I tested the Dynamic Data Masking feature in my SQL Server 2016 test environment, and I want to share the result with you. I used the PhoneNumber field in the AdventureWorks2012.Person.PersonPhone table for the test. Using the Dynamic Data Masking feature, I mask 3 characters in the middle of the values in the PhoneNumber field created with the NVARCHAR (25) data type with the following commands.
The commands I use for masking:
ALTER TABLE Person.PersonPhone
ALTER COLUMN PhoneNumber ADD MASKED WITH (FUNCTION = 'partial(3,"-XXX-",4)');
If I wanted to, I wouldn’t show any data about phone numbers and / or I would use as many “X” numbers as I’d like, and I couldn’t give any idea about how many characters would be.
You can also remove this feature in a masked area by using the following command:
ALTER TABLE Person.PersonPhone ALTER COLUMN PhoneNumber DROP MASKED;
To use the Dynamic Data Masking feature, the Compatibility Level setting of the database (SQL Server 2016) is required. For example, for a database with a Compatibility Level setting of 90 (SQL Server 2005), this feature is not available.

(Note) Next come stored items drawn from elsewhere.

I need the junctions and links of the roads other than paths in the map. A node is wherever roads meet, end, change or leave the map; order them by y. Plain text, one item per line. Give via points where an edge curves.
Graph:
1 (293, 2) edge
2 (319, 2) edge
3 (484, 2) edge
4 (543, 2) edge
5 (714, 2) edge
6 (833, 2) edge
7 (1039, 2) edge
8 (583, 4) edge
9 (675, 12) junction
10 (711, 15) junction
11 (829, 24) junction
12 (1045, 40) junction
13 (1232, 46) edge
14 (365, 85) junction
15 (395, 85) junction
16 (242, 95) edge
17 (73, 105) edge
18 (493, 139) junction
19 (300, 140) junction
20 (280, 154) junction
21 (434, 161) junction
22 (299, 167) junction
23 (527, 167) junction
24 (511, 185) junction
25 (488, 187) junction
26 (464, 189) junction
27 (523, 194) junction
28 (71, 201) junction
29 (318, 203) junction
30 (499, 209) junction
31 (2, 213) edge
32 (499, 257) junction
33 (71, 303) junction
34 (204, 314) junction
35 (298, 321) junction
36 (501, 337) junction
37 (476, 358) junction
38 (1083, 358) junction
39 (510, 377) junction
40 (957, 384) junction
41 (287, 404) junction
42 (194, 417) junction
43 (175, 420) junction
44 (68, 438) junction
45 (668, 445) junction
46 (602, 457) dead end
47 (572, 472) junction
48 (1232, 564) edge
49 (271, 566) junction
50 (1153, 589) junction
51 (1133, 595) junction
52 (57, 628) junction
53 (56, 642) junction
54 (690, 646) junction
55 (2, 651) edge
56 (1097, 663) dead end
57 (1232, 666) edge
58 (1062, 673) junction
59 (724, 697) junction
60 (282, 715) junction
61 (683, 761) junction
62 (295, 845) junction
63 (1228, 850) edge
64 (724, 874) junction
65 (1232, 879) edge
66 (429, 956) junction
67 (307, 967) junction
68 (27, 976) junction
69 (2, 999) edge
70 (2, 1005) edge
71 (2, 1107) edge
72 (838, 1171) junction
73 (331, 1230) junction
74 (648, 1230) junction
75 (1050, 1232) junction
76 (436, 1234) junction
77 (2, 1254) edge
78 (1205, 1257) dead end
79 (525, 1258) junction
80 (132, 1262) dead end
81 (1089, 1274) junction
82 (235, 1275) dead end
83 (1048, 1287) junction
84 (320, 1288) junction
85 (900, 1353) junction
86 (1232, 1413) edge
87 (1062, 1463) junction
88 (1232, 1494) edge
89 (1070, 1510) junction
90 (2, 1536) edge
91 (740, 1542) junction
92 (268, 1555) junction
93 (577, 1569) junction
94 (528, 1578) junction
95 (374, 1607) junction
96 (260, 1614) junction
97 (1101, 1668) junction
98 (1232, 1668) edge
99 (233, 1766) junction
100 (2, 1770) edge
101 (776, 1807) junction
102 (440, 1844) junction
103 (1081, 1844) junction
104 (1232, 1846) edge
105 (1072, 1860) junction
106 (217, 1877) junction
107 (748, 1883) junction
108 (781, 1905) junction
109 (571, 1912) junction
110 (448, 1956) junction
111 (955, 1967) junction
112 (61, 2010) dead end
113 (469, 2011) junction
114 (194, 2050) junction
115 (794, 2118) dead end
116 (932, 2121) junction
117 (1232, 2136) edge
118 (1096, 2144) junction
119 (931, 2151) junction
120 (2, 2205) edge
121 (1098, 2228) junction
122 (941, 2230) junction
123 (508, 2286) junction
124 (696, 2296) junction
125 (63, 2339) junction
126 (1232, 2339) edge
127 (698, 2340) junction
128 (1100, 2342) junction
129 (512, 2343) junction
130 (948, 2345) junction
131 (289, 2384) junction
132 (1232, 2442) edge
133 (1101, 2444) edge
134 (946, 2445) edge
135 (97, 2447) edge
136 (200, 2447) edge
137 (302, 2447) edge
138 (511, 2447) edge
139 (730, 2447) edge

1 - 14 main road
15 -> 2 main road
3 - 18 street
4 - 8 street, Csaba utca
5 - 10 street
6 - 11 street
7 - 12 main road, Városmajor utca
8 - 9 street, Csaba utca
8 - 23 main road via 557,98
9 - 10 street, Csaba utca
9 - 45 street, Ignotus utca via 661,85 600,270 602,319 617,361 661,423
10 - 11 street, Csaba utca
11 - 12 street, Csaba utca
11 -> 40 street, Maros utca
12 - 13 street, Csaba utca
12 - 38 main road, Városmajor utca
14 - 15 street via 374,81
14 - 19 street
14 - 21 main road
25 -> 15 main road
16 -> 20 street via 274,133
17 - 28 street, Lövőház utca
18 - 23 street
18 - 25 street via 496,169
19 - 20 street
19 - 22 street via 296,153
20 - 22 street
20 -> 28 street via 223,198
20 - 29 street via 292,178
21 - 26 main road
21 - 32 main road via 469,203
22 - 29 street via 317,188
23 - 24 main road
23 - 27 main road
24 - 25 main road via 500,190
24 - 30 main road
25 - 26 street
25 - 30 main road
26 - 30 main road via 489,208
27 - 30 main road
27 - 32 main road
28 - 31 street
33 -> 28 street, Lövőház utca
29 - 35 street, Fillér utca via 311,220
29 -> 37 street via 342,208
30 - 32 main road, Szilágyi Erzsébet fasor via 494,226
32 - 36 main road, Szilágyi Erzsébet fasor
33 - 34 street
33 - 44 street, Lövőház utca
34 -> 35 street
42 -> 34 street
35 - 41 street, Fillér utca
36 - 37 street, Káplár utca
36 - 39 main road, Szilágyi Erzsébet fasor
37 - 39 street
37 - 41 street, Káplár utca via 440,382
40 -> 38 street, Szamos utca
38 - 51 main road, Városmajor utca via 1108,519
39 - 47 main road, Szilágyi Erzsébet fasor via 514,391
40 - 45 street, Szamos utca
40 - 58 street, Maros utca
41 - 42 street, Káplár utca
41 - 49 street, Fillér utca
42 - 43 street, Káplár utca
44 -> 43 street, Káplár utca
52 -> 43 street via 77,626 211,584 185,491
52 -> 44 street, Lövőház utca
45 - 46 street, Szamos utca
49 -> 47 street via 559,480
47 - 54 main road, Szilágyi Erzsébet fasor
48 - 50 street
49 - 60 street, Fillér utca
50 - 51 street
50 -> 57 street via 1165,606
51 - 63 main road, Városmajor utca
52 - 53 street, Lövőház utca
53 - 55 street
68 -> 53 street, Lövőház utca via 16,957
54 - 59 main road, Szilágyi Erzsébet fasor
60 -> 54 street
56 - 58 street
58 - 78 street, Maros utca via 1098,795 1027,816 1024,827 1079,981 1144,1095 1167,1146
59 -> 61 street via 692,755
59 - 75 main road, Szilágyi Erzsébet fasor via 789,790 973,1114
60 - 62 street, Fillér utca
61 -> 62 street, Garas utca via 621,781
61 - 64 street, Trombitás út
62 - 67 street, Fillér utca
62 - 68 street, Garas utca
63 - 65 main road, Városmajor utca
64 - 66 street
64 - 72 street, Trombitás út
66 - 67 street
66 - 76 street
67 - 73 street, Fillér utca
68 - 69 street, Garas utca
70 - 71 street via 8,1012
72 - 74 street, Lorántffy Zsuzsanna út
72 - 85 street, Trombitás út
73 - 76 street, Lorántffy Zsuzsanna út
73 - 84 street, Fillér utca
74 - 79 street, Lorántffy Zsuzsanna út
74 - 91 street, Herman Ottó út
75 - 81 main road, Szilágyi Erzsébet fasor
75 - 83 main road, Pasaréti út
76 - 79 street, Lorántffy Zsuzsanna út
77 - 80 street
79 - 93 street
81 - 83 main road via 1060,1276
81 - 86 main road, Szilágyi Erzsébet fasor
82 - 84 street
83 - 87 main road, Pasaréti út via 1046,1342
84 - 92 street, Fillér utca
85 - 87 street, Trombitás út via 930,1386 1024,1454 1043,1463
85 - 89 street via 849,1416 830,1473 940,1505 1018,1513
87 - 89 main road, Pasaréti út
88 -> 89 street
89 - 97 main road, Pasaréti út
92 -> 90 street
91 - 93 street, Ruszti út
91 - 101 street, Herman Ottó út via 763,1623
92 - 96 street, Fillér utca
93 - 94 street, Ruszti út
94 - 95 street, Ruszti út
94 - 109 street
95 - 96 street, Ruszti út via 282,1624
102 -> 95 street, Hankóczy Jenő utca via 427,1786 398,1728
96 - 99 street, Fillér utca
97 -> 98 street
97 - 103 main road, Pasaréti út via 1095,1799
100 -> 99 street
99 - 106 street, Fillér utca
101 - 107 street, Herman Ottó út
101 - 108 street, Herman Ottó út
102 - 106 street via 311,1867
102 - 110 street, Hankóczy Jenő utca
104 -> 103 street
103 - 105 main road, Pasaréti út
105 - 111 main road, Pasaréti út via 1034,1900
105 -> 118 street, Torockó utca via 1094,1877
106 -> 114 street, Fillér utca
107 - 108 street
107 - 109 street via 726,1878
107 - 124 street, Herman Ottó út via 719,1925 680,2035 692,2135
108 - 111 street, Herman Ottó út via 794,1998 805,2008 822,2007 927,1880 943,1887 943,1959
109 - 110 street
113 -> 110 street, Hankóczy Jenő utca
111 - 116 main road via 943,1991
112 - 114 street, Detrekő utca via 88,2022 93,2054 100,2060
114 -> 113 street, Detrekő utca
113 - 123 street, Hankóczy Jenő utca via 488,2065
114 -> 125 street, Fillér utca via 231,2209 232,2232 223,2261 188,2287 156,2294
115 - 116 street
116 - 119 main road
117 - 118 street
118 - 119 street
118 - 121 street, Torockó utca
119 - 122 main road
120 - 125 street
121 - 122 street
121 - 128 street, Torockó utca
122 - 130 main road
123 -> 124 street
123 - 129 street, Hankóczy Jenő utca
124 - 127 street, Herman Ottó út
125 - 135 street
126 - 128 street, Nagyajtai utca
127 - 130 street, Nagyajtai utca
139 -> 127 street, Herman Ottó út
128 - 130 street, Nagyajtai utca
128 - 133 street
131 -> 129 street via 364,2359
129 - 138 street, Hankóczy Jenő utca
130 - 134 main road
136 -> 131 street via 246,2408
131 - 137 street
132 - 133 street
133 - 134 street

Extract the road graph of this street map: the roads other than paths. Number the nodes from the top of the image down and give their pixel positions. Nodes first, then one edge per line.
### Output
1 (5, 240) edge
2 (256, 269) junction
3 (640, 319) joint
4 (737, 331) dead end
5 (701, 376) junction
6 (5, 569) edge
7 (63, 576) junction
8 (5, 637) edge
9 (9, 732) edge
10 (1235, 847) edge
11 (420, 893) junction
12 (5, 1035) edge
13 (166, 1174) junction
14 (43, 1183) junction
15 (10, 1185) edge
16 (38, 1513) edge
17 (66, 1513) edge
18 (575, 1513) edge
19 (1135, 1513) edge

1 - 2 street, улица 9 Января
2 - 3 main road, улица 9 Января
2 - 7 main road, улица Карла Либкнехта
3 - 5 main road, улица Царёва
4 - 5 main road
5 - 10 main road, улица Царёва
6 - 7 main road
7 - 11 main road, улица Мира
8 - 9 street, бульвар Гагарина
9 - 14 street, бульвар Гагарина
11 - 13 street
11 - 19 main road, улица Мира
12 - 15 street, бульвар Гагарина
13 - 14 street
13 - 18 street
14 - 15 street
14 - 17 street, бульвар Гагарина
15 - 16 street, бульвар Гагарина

Although I don’t expect a big negativity in terms of performance, I don’t know what impact it will have on performance; But its use is quite practical, the application side does not require any modification. The only change on the management side is to define the relevant field as MASKED with the command I mentioned above and to grant UNMASK authorization to the required users.